Relegating behavior like contains, advance, or partition to top-level functions does a disservice to the standard library. Not only does it hide functionality from method autocompletion, but it fragments the API across a Object-Oriented and Functional paradigms.

Photo Security Tips

Christopher Breen:

If you’d disabled photo sharing from your iPhone to your iCloud account those pictures would have remained on your phone. Although the horse has left the barn, here’s what you might have done.

Sriram Krishnan:

First, you deserve an apology from all of us who work in tech. This should be easier and more bullet-proof but it isn’t. We keep working on making it better.

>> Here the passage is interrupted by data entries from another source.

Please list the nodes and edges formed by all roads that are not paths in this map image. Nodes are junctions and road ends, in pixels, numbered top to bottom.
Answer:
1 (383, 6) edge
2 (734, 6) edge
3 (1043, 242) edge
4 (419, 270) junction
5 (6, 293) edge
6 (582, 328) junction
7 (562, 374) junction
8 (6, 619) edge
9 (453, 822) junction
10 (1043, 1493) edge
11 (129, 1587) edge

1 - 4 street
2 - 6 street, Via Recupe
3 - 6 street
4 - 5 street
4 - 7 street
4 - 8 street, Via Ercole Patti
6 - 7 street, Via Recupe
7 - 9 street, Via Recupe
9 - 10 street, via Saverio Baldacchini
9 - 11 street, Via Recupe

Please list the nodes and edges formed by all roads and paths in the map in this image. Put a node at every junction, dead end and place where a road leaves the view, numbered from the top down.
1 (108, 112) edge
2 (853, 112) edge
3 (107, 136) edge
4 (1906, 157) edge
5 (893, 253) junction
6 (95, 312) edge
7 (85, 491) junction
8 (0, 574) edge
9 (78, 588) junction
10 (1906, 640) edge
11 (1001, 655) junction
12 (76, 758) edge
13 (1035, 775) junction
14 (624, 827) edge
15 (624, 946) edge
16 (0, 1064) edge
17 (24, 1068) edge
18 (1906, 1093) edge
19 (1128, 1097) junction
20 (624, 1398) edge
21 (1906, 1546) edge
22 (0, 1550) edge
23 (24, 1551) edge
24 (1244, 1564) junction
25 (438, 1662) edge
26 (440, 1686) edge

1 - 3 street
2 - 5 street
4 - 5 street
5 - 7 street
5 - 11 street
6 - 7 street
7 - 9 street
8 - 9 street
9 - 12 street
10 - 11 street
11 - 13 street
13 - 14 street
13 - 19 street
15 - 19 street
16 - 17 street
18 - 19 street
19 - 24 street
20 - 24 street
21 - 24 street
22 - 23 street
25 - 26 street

Second, the title of this post is a lie. Nothing is ever completely safe unless you prefer to only use computers in an underground bunker disconnected from any wires. And even that may be insecure. The below are reasonable practices which will hopefully keep you safe while not making your normal usage of technology and gadgets impossible. Sadly, the only way to make sure something never falls into the wrong hands is probably to never have it in a digital form. This is especially true for those of you who get more attention from the bad guys than the rest of us - they’re always going to be trying to find the weakest link in.

I don’t actually want my photos to be in the cloud, with the last 1,000 taking up space on each of my iOS devices. But the alternative is to use a much less efficient workflow. I’d prefer it the photos were automatically transferred directly to my Mac, either over Wi-Fi or USB, without having to open Aperture, pick a project, initiate the import, delete the photos after importing, and then quit Aperture.